::: THE RECORDS

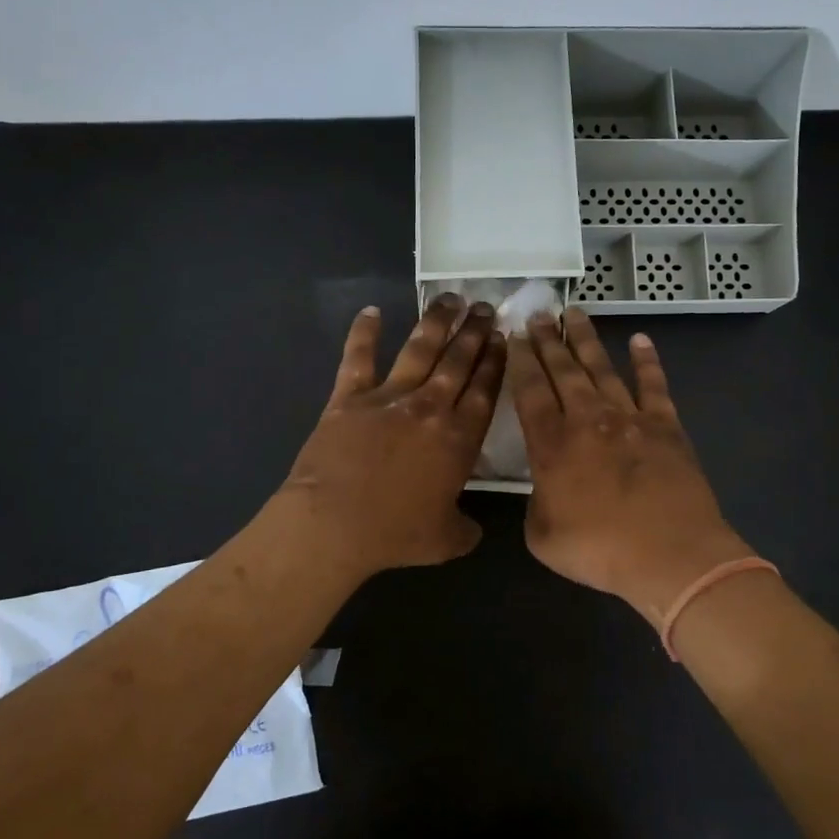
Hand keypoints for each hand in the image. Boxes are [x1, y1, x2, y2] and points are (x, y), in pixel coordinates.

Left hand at [276, 294, 504, 580]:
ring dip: (437, 322)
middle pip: (458, 362)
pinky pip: (358, 357)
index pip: (484, 390)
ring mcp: (389, 397)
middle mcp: (430, 408)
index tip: (503, 338)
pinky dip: (363, 333)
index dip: (495, 362)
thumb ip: (465, 528)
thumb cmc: (395, 534)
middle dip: (474, 332)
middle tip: (485, 307)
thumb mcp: (445, 540)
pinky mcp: (350, 397)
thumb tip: (474, 530)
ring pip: (419, 349)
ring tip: (451, 299)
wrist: (335, 523)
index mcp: (459, 439)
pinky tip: (370, 311)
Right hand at [508, 308, 749, 625]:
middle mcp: (588, 419)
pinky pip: (654, 385)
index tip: (513, 334)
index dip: (519, 361)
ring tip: (574, 313)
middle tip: (538, 312)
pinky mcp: (665, 426)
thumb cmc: (601, 551)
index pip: (529, 391)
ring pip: (602, 368)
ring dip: (586, 339)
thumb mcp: (542, 536)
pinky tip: (641, 340)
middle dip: (547, 339)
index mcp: (552, 444)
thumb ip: (536, 502)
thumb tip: (545, 485)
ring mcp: (629, 418)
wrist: (672, 555)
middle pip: (562, 370)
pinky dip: (647, 361)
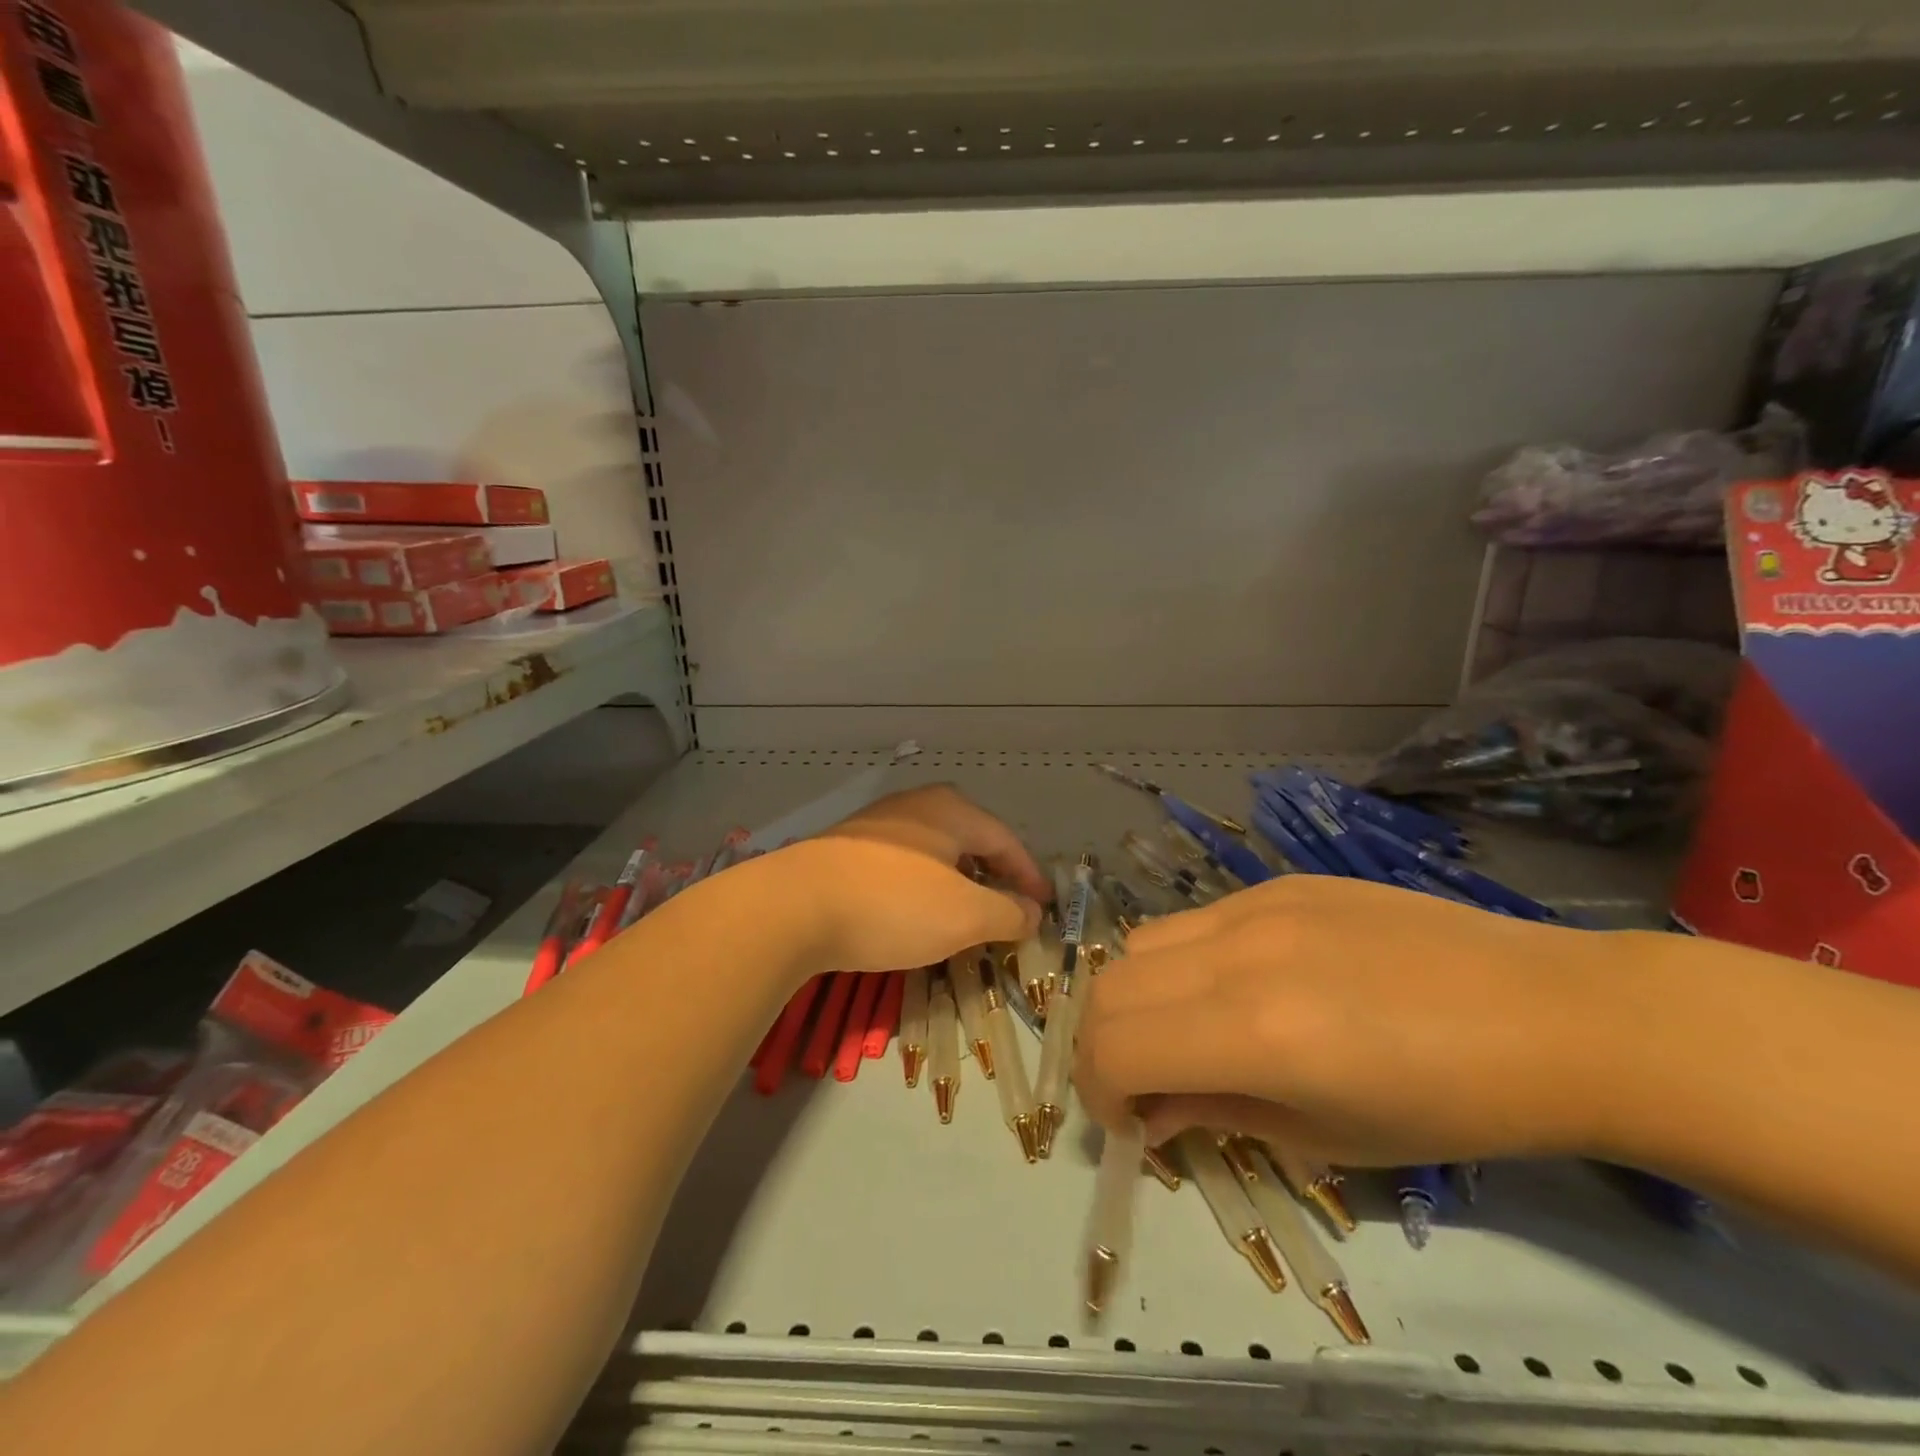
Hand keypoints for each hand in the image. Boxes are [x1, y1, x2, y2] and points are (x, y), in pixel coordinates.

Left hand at [780, 784, 1048, 973]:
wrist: (792, 907)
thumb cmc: (893, 905)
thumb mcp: (964, 916)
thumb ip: (1007, 913)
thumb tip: (1031, 911)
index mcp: (951, 810)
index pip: (1006, 840)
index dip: (1029, 875)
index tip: (1043, 906)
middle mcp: (916, 804)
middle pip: (970, 838)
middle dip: (993, 873)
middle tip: (1008, 906)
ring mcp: (876, 823)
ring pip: (934, 850)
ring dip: (957, 880)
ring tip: (964, 911)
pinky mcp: (846, 847)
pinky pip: (903, 862)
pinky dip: (923, 884)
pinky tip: (914, 909)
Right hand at [1073, 875, 1632, 1166]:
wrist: (1551, 1014)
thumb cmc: (1452, 1106)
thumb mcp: (1327, 1138)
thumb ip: (1217, 1114)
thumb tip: (1150, 1110)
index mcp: (1254, 1032)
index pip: (1114, 1048)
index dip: (1099, 1092)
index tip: (1130, 1123)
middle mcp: (1236, 954)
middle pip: (1109, 986)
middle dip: (1104, 1044)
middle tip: (1142, 1083)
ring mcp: (1255, 905)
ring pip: (1142, 943)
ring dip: (1138, 997)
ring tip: (1185, 1032)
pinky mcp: (1278, 883)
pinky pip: (1195, 920)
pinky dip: (1183, 962)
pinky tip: (1239, 988)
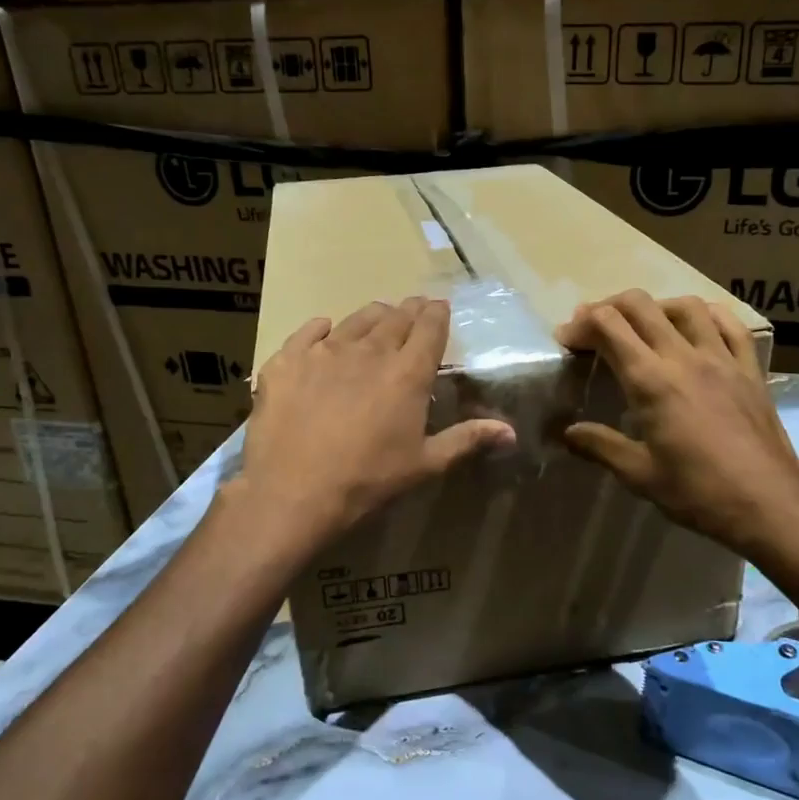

::::::

EXERCISE DETAILS: Copy each record exactly. Leave any images out of the copy.

EXPECTED ANSWER:
Hand keypoints for each hand in the image. Boxes are [x1, y1, x2, y2] and points are (x, y), in pixel coordinates.

Left hand at [276, 294, 504, 580]:
ring dip: (437, 322)
middle pip: (458, 362)
pinky pip: (358, 357)
index pip: (484, 390)
ring mcp: (389, 397)
middle mcp: (430, 408)
index tip: (503, 338)
pinky dip: (363, 333)
index dip: (495, 362)
thumb ip: (465, 528)
thumb cmc: (395, 534)
middle dip: (474, 332)
middle tip: (485, 307)
thumb mcp: (445, 540)
pinky mcp: (350, 397)
thumb tip: (474, 530)
ring pip: (419, 349)
ring tip: (451, 299)
wrist: (335, 523)
index mcp: (459, 439)
pinky tip: (370, 311)
Right hand at [508, 308, 749, 625]:
middle mcp: (588, 419)
pinky pip: (654, 385)
index tip: (513, 334)
index dip: (519, 361)
ring tip: (574, 313)
middle tip: (538, 312)
pinky mcp: (665, 426)
thumb cmc: (601, 551)
index pip: (529, 391)
ring pip: (602, 368)
ring dip: (586, 339)
thumb mcp: (542, 536)
pinky tip: (641, 340)
middle dip: (547, 339)
index mcp: (552, 444)
thumb ip: (536, 502)
thumb tip: (545, 485)
ring mcp: (629, 418)
wrist: (672, 555)
middle pip: (562, 370)
pinky dip: (647, 361)
Hand keypoints for each hand in the image. Boxes are [x1, y1, x2, y2] and points are (x, y), in pixel coordinates.

Left hand at [780, 784, 1048, 973]:
wrist: (792, 907)
thumb cmc: (893, 905)
thumb mcp: (964, 916)
thumb ip: (1007, 913)
thumb tip: (1031, 911)
index mcp: (951, 810)
index pip: (1006, 840)
index dip: (1029, 875)
index tip: (1043, 906)
middle mcp: (916, 804)
middle pip: (970, 838)
middle dip: (993, 873)
middle tip: (1008, 906)
ring mcp: (876, 823)
ring pip: (934, 850)
ring dip: (957, 880)
ring tip: (964, 911)
pinky mcp: (846, 847)
pinky pip: (903, 862)
pinky dip: (923, 884)
pinky tip: (914, 909)
Right hand at [1073, 875, 1632, 1166]:
wrist: (1551, 1014)
thumb cmc: (1452, 1106)
thumb mcp: (1327, 1138)
thumb ip: (1217, 1114)
thumb tip: (1150, 1110)
index mcp: (1254, 1032)
index pip: (1114, 1048)
index dip: (1099, 1092)
index tip: (1130, 1123)
middle mcp: (1236, 954)
middle pip: (1109, 986)
middle dip: (1104, 1044)
middle tip: (1142, 1083)
ring mcp: (1255, 905)
ring pip: (1142, 943)
ring dip: (1138, 997)
ring tip: (1185, 1032)
pinky mcp: (1278, 883)
pinky pip: (1195, 920)
pinky dip: (1183, 962)
pinky tip: (1239, 988)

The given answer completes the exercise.